===== Record extracts =====
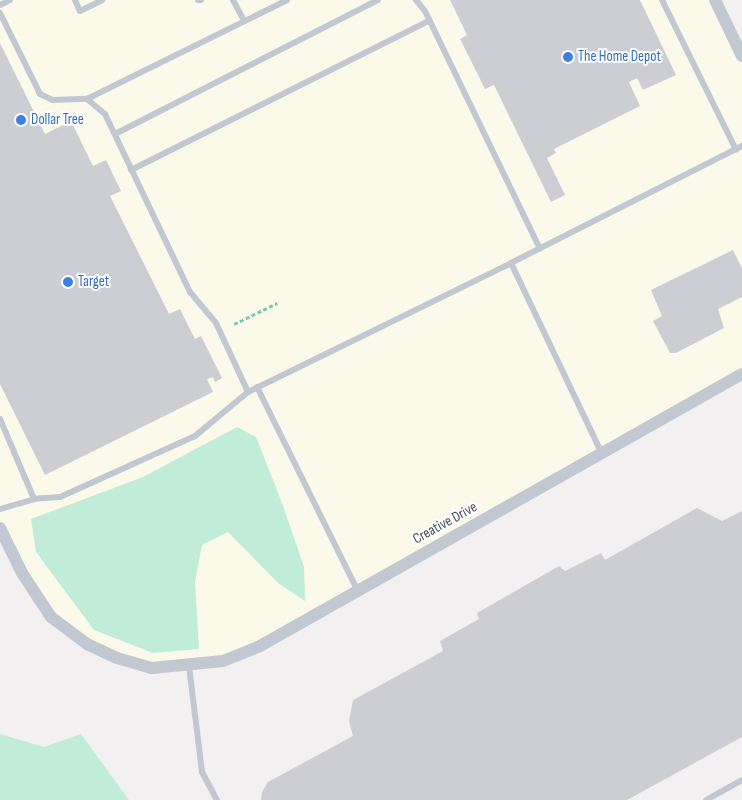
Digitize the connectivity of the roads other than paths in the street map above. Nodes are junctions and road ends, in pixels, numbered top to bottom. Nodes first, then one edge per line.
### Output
1 (10, 0) edge
2 (75, 0) edge
3 (103, 0) edge
4 (233, 0) edge
5 (286, 0) edge
6 (378, 0) edge
7 (416, 0) edge
8 (662, 0) edge
9 (715, 0) edge
10 (0, 5) edge
11 (0, 13) edge
12 (244, 21) junction
13 (429, 21) junction
14 (742, 56) edge
15 (87, 99) junction
16 (115, 134) junction
17 (739, 148) edge
18 (132, 170) junction
19 (540, 249) junction
20 (511, 263) junction
21 (742, 374) edge
22 (257, 387) junction
23 (248, 392) junction
24 (0, 419) edge
25 (602, 454) junction
26 (34, 499) junction
27 (0, 508) edge
28 (0, 528) edge
29 (4, 549) edge
30 (358, 591) junction
31 (189, 666) junction
32 (742, 780) edge
33 (217, 800) edge
34 (706, 800) edge

1 - 10 lane
2 - 3 lane
4 - 12 lane
5 - 12 lane
6 - 16 lane
7 - 13 lane
8 - 17 lane
9 - 14 street
11 - 15 lane
12 - 15 lane
13 - 18 lane
13 - 19 lane
15 - 16 lane
16 - 18 lane
17 - 19 lane
18 - 23 lane
19 - 20 lane
20 - 22 lane
20 - 25 lane
21 - 25 street, Creative Drive
22 - 23 lane
22 - 30 lane
23 - 26 lane
24 - 26 lane
25 - 30 street, Creative Drive
26 - 27 lane
28 - 29 street, Creative Drive
29 - 31 street, Creative Drive
30 - 31 street, Creative Drive
31 - 33 lane
32 - 34 lane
=====
> Your assignment: Read through the data and copy every line where "Creative" shows up.

> Finished exercise:
21 - 25 street, Creative Drive
25 - 30 street, Creative Drive
28 - 29 street, Creative Drive
29 - 31 street, Creative Drive
30 - 31 street, Creative Drive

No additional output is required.